National Security | Significant risks to economic recovery

(Ottawa) Prime Minister Justin Trudeau’s internal government briefings warn that economic threats to national security – from espionage to cyber attacks – pose “significant risks” to post-pandemic recovery, Canada’s long-term prosperity and competitiveness.

Posted yesterday at 8:52

Jim Brunskill
Canadian Press

The ratings obtained by the Canadian press through Access to Information Lawnotes that Canada’s ability to recover from COVID-19 and its future economic growth depend on the development of updated legislative and regulatory systems, new tools, new technologies, and new business models.

This harsh assessment appears in documents prepared for Mr Trudeau immediately after the Liberals won re-election last September and has now been announced under the Access to Information Act.

The Trudeau government indicated early last year that it was continuing its efforts to counter economic threats to national security, such as intellectual property theft and damage to power and utilities networks.

The internal memos highlight foreign investment and global trade as major drivers of the Canadian economy and those of the Allies.

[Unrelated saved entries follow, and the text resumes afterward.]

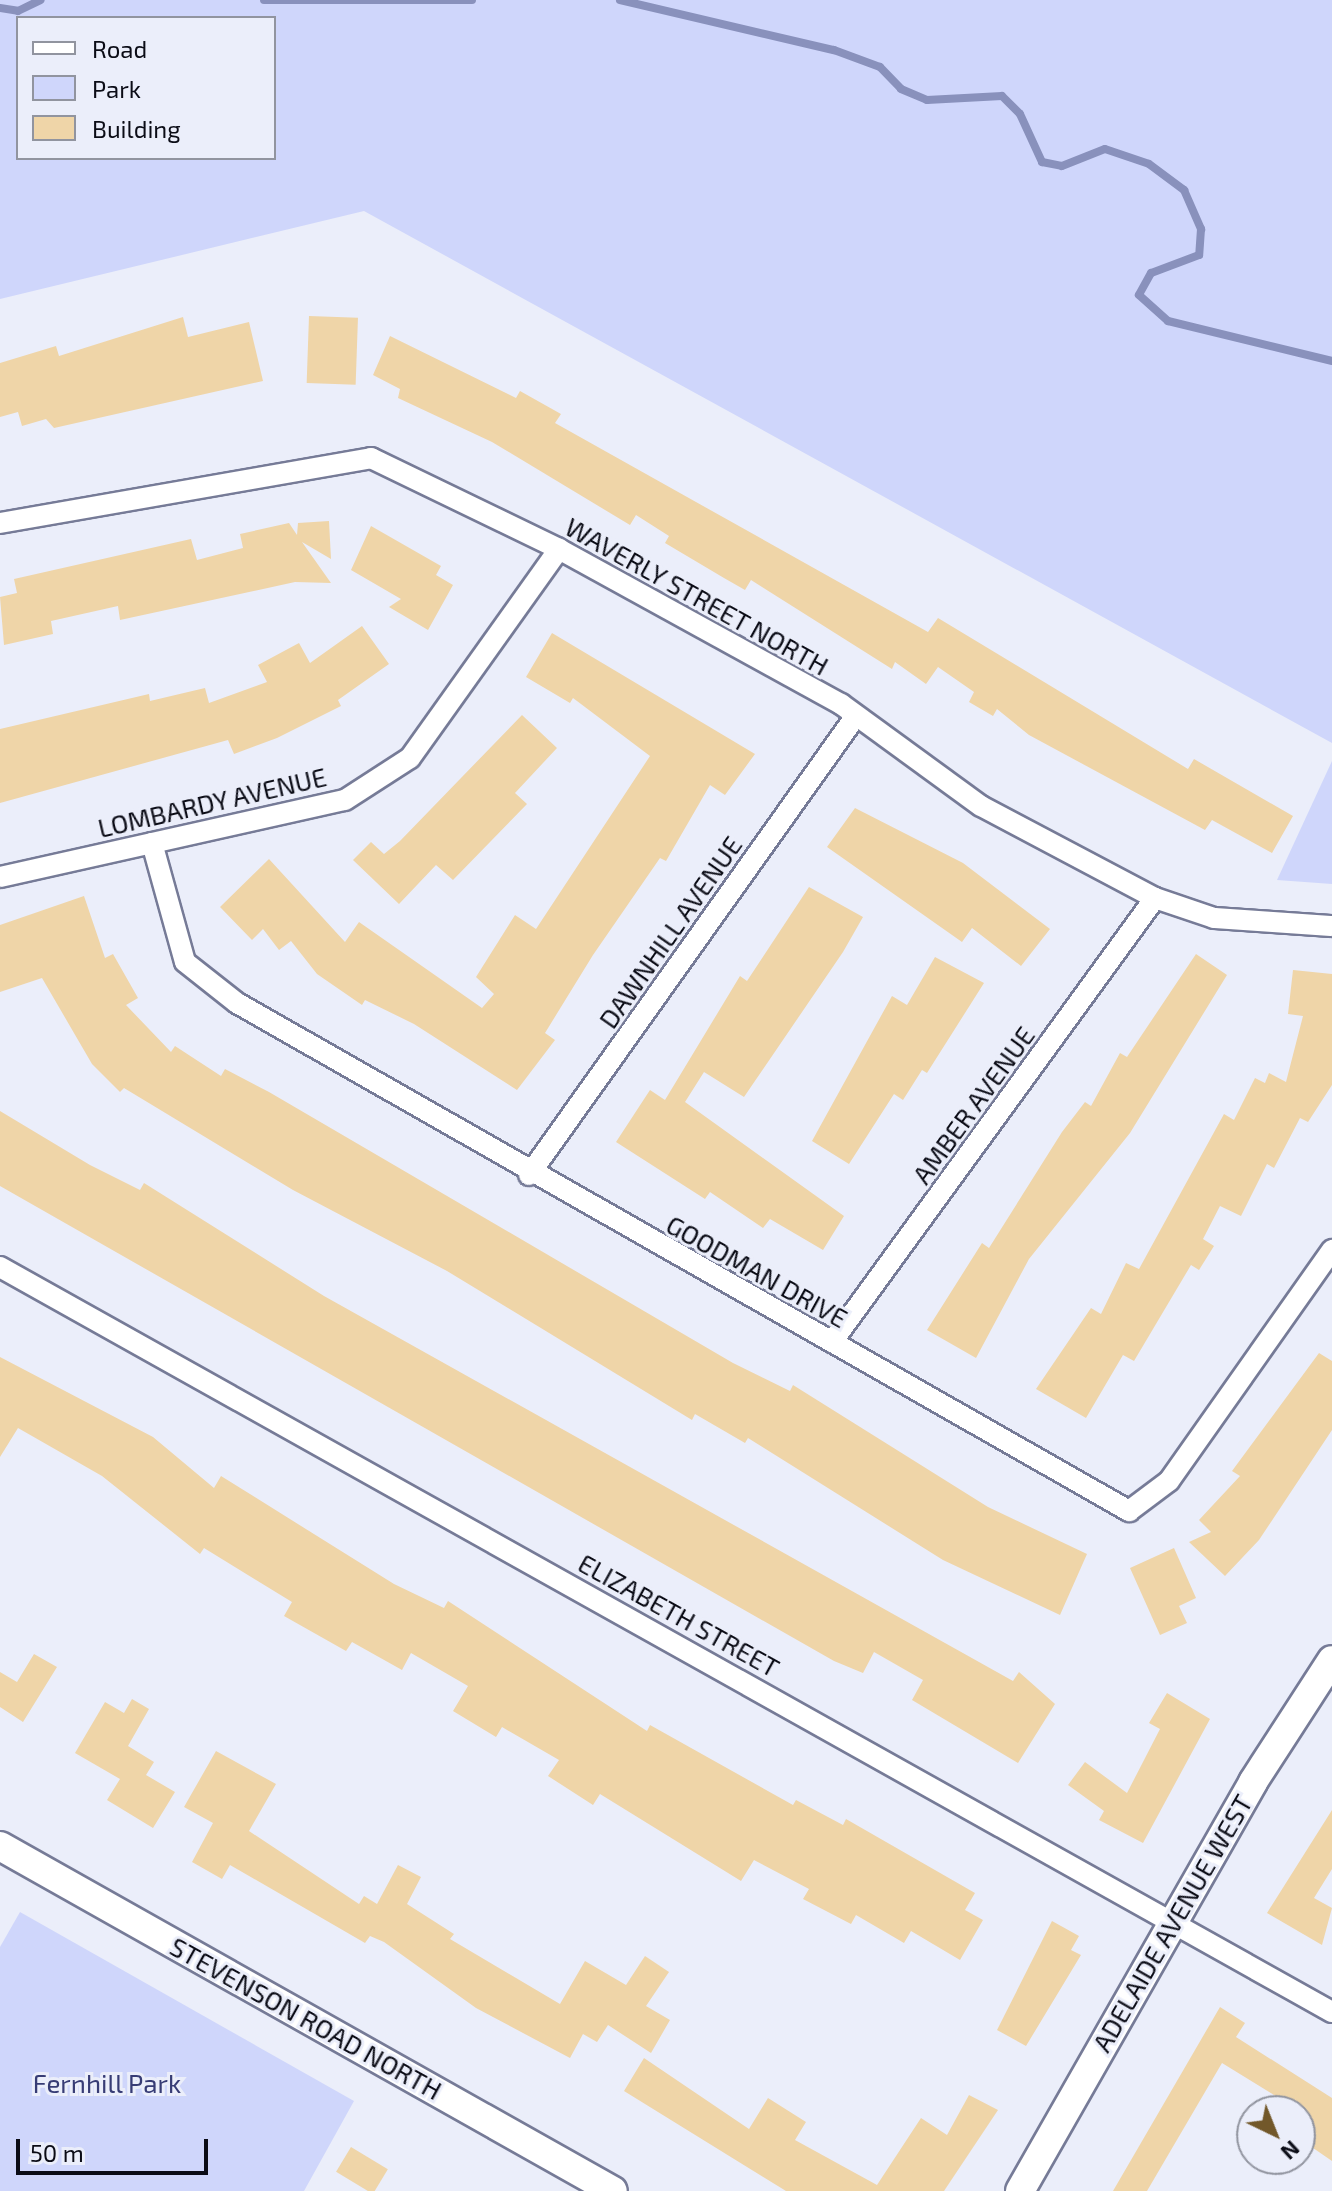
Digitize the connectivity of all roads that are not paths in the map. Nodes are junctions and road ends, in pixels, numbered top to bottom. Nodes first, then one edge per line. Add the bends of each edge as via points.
1 (0, 523) edge
2 (559, 549) junction
3 (853, 720) junction
4 (152, 843) junction
5 (0, 877) edge
6 (1155, 898) junction
7 (1332, 926) edge
8 (529, 1175) junction
9 (1332, 1250) edge
10 (0, 1267) edge
11 (832, 1342) junction
12 (1332, 1660) edge
13 (0, 1846) edge
14 (1174, 1921) junction
15 (1332, 2012) edge
16 (601, 2188) edge
17 (1020, 2191) edge

1 - 2 street, WAVERLY STREET NORTH via 371,458
2 - 3 street, WAVERLY STREET NORTH via 841,704
2 - 4 street, LOMBARDY AVENUE via 410,758 345,800
3 - 6 street, WAVERLY STREET NORTH via 981,806
3 - 8 street, DAWNHILL AVENUE
4 - 5 street, LOMBARDY AVENUE
4 - 8 street, GOODMAN DRIVE via 185,962 237,1003
6 - 7 street, WAVERLY STREET NORTH via 1214,918
6 - 11 street, AMBER AVENUE
8 - 11 street, GOODMAN DRIVE
9 - 11 street, GOODMAN DRIVE via 1169,1481 1129,1511
10 - 14 street, ELIZABETH STREET
12 - 14 main road, ADELAIDE AVENUE WEST
13 - 16 main road, STEVENSON ROAD NORTH
14 - 15 street, ELIZABETH STREET
14 - 17 main road, ADELAIDE AVENUE WEST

The memos say that given Canada’s population, geography, highly skilled workforce, world-leading scientific and academic institutions, and advanced economy, access to international markets and capital is critical to economic growth and recovery.

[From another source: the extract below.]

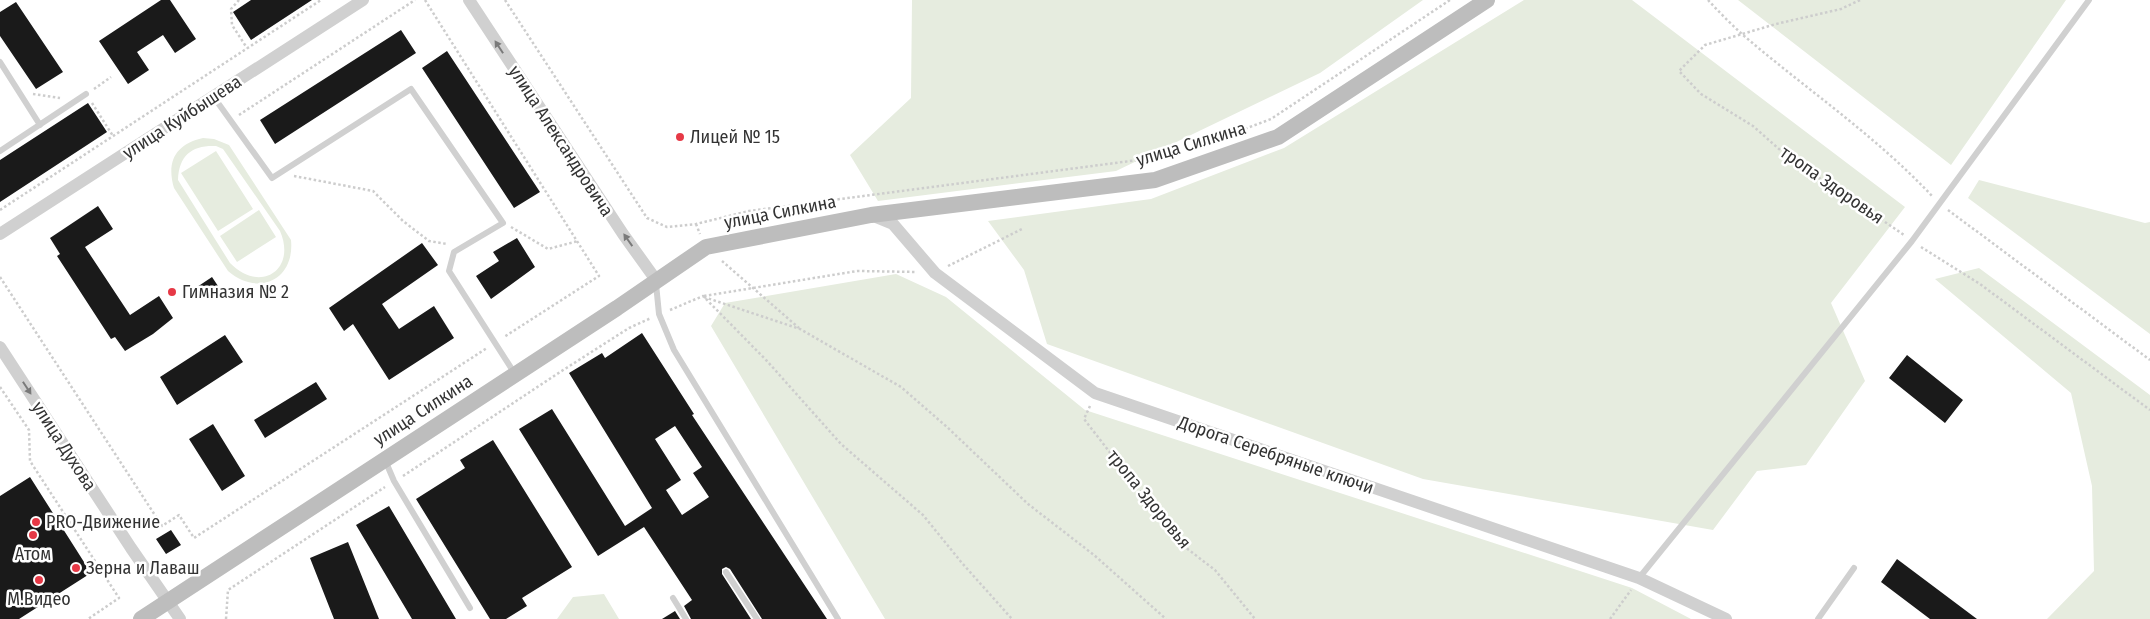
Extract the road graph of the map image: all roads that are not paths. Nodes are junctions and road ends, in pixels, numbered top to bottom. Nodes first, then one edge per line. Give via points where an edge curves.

“Ensuring that Canada has a modern and comprehensive framework to counter efforts by hostile actors to exploit the Canadian economy is essential to ensuring Canada’s long-term economic prosperity and national security, including post-COVID-19 reconstruction,” he wrote.

According to the briefing notes, hostile tactics range from foreign direct investment in sensitive sectors, including critical infrastructure and emerging technologies, to the theft of cutting-edge research.

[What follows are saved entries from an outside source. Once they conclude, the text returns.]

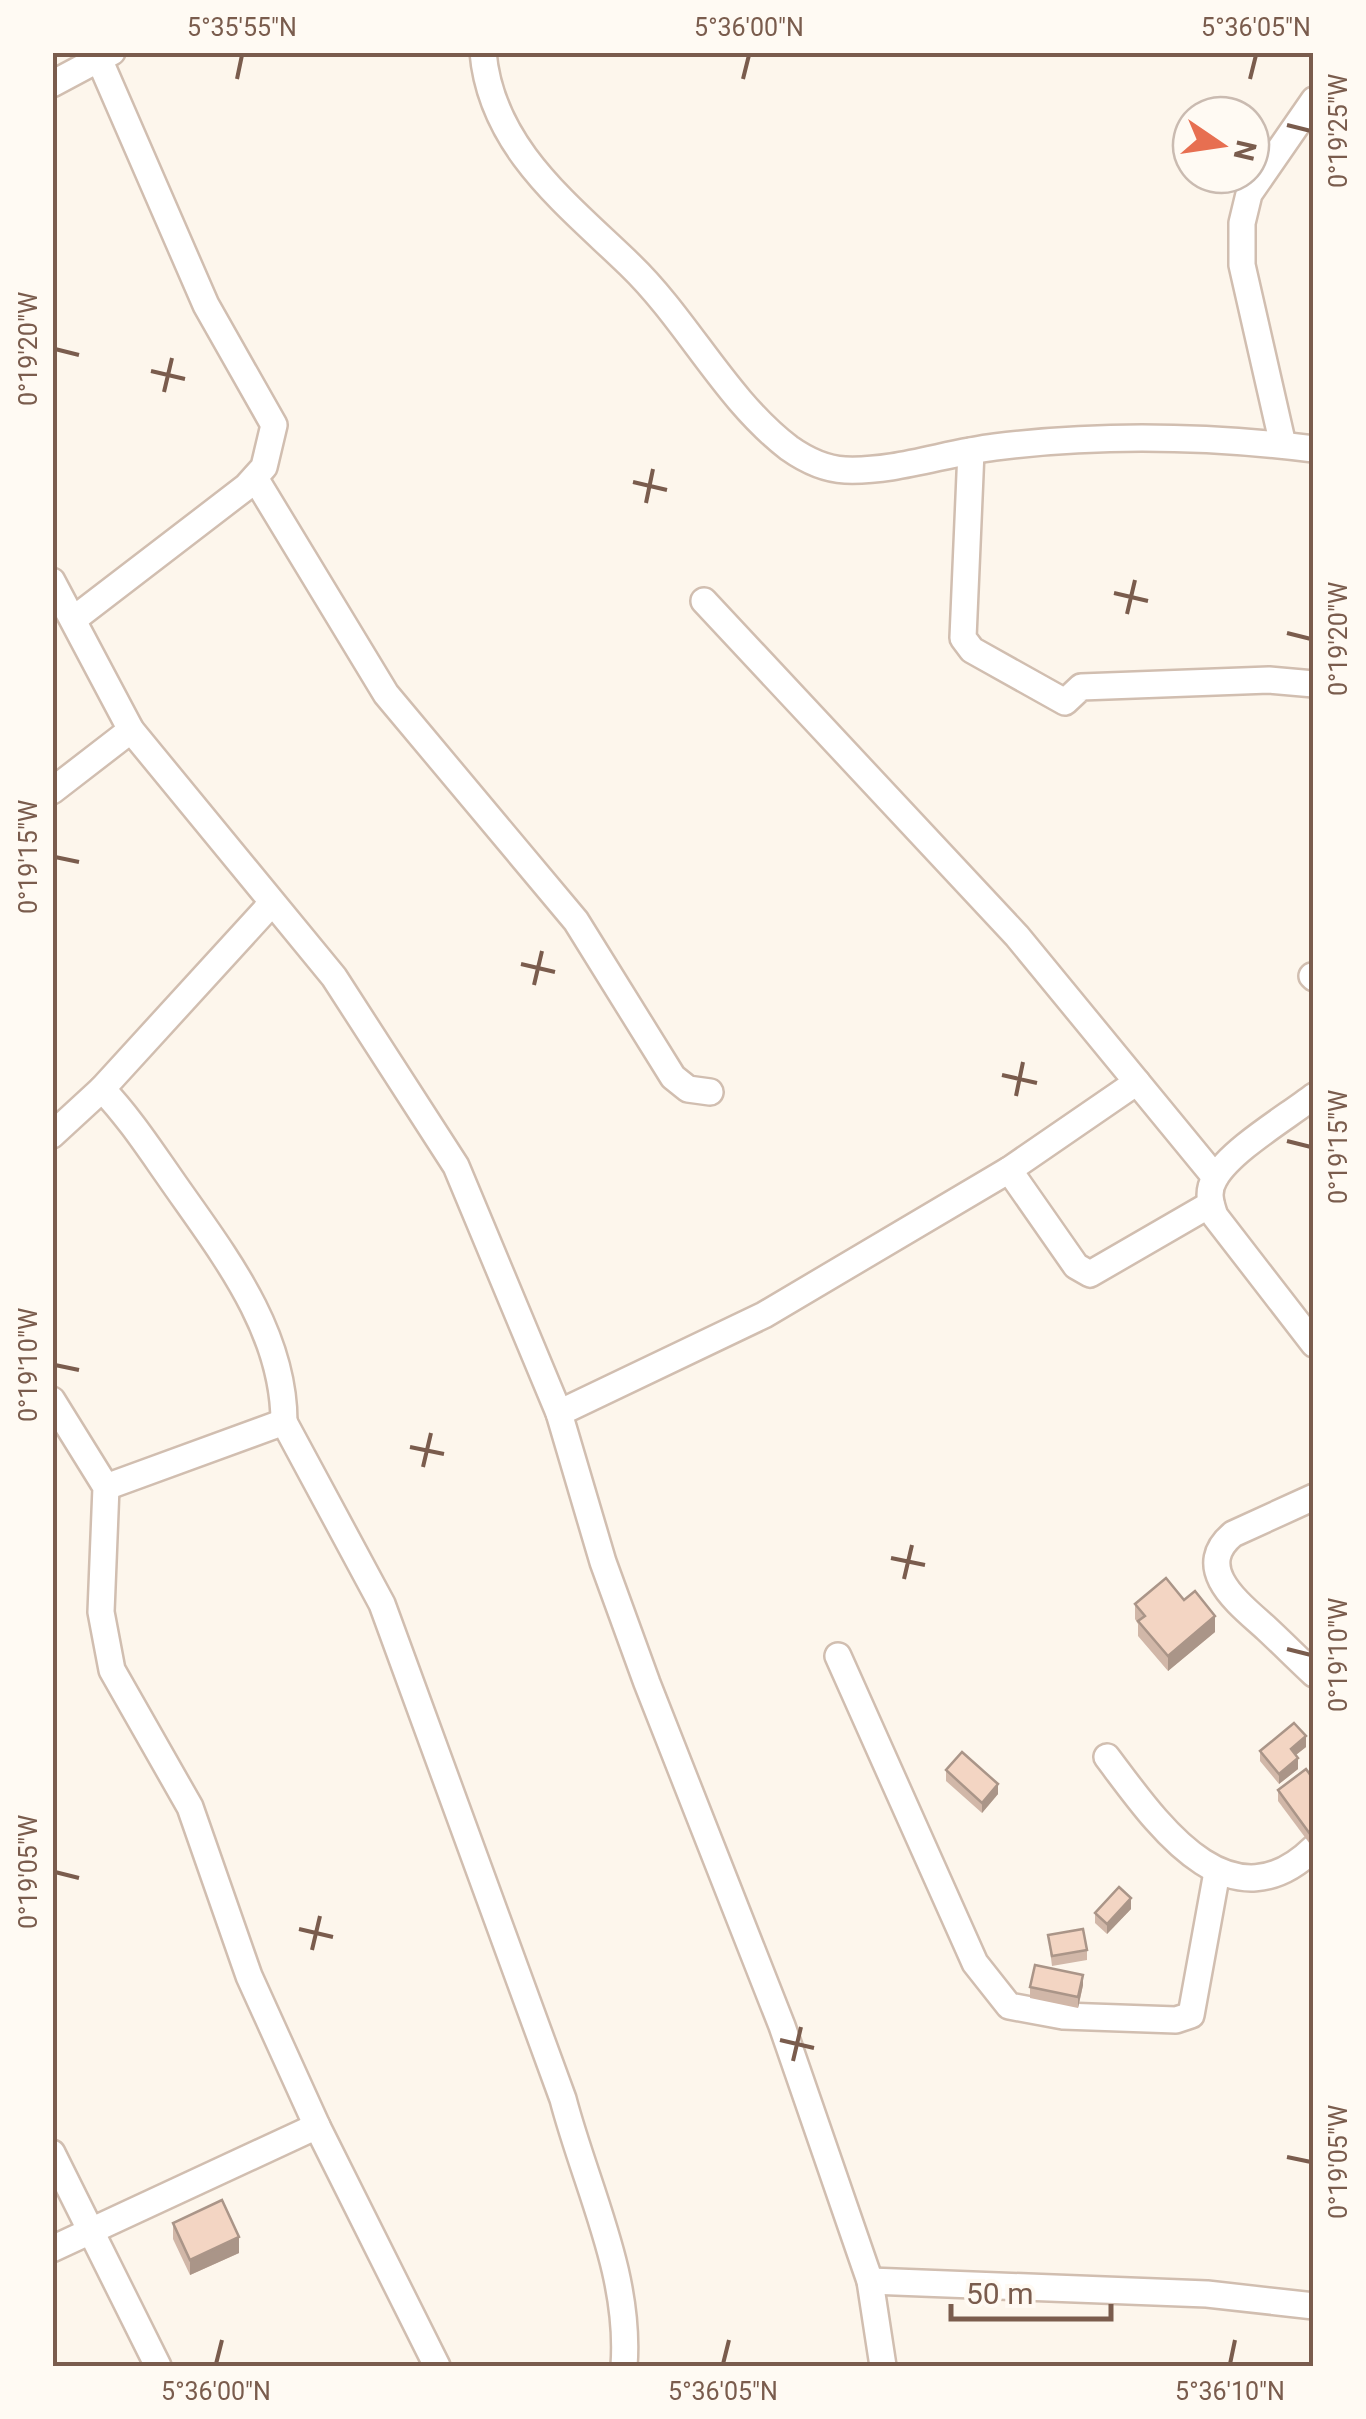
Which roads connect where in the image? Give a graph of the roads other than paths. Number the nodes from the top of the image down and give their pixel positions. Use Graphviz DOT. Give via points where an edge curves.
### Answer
graph roads {
  1 [pos="484,52"];
  2 [pos="102,55"];
  3 [pos="52,84"];
  4 [pos="1314,100"];
  5 [pos="1283,445"];
  6 [pos="1314,449"];
  7 [pos="971,451"];
  8 [pos="256,478"];
  9 [pos="52,581"];
  10 [pos="704,600"];
  11 [pos="74,618"];
  12 [pos="1314,684"];
  13 [pos="130,730"];
  14 [pos="52,791"];
  15 [pos="271,904"];
  16 [pos="1138,1082"];
  17 [pos="102,1089"];
  18 [pos="710,1092"];
  19 [pos="1314,1096"];
  20 [pos="52,1135"];
  21 [pos="1008,1170"];
  22 [pos="1215,1177"];
  23 [pos="1211,1204"];
  24 [pos="1314,1344"];
  25 [pos="52,1400"];
  26 [pos="559,1413"];
  27 [pos="284,1422"];
  28 [pos="106,1487"];
  29 [pos="1314,1496"];
  30 [pos="838,1656"];
  31 [pos="1314,1674"];
  32 [pos="1107,1757"];
  33 [pos="1314,1848"];
  34 [pos="1217,1872"];
  35 [pos="317,2126"];
  36 [pos="52,2153"];
  37 [pos="90,2232"];
  38 [pos="52,2249"];
  39 [pos="870,2281"];
  40 [pos="1314,2306"];
  41 [pos="158,2366"];
  42 [pos="437,2366"];
  43 [pos="624,2366"];
  44 [pos="884,2366"];
  1 -- 7 [label="street" via="491,98 533,170 663,297 735,393 789,448 820,466 845,470"];
  2 -- 3 [label="street"];
  2 -- 8 [label="street" via="206,305 269,410 271,448"];
  4 -- 5 [label="street" via="1249,194 1242,223 1242,266"];
  5 -- 6 [label="street"];
  5 -- 7 [label="street" via="1208,440"];
  7 -- 12 [label="street" via="963,638 972,650 1065,702 1080,687"];
  8 -- 11 [label="street"];
  8 -- 18 [label="street" via="386,694 576,920 672,1077"];
  9 -- 11 [label="street"];
  10 -- 16 [label="street" via="1017,936"];
  11 -- 13 [label="street"];
  13 -- 14 [label="street"];
  13 -- 15 [label="street"];
  15 -- 17 [label="street"];
  15 -- 26 [label="street" via="334,977 456,1166"];
  16 -- 21 [label="street"];
  16 -- 22 [label="street"];
  17 -- 20 [label="street"];
  17 -- 27 [label="street" via="191,1206 248,1296 272,1348"];
  19 -- 22 [label="street"];
  21 -- 23 [label="street" via="1076,1266 1090,1274"];
  21 -- 26 [label="street" via="764,1315"];
  22 -- 23 [label="street"];
  23 -- 24 [label="street"];
  25 -- 28 [label="street"];
  26 -- 39 [label="street" via="603,1562 782,2026"];
  27 -- 28 [label="street"];
  27 -- 43 [label="street" via="382,1604 563,2099 618,2276"];
  28 -- 35 [label="street" via="101,1612 112,1670 190,1807 249,1976"];
  29 -- 31 [label="street" via="1233,1534 1217,1566 1226,1590"];
  30 -- 34 [label="street" via="974,1963 1009,2006 1063,2016 1191,2015"];
  32 -- 34 [label="street" via="1158,1824"];
  33 -- 34 [label="street" via="1258,1876"];
  35 -- 37 [label="street"];
  35 -- 42 [label="street"];
  36 -- 37 [label="street"];
  37 -- 38 [label="street"];
  37 -- 41 [label="street"];
  39 -- 40 [label="street" via="1207,2294"];
  39 -- 44 [label="street"];
}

See also  A meeting between Legault and environmental groups | “We had no great environmental champion before us”

Looting can occur through penetration of corporate networks or the transfer of sensitive technologies with military and intelligence applications.

The notes caution that national security concerns extend to the purchase of goods and services by all levels of government. For example, purchasing activities can allow adversaries to gain access to sensitive sites or data, and products or services purchased for critical infrastructure can open the door to espionage and disruption.

Canadian academic and research institutions are targeted by hostile states that depend on their citizens, including students and visiting professors, as well as foreign talent programs and research partnerships for access to knowledge and classified research, add briefing notes.

In recent years, national security agencies have made efforts to educate potentially targeted organizations and provide advice to mitigate these threats.

The government has also issued National Security Guidelines for Research Partnerships, and National Security Review Guidelines for Canadian investment law With the aim of increasing transparency about the type of investments that could lead to a security review.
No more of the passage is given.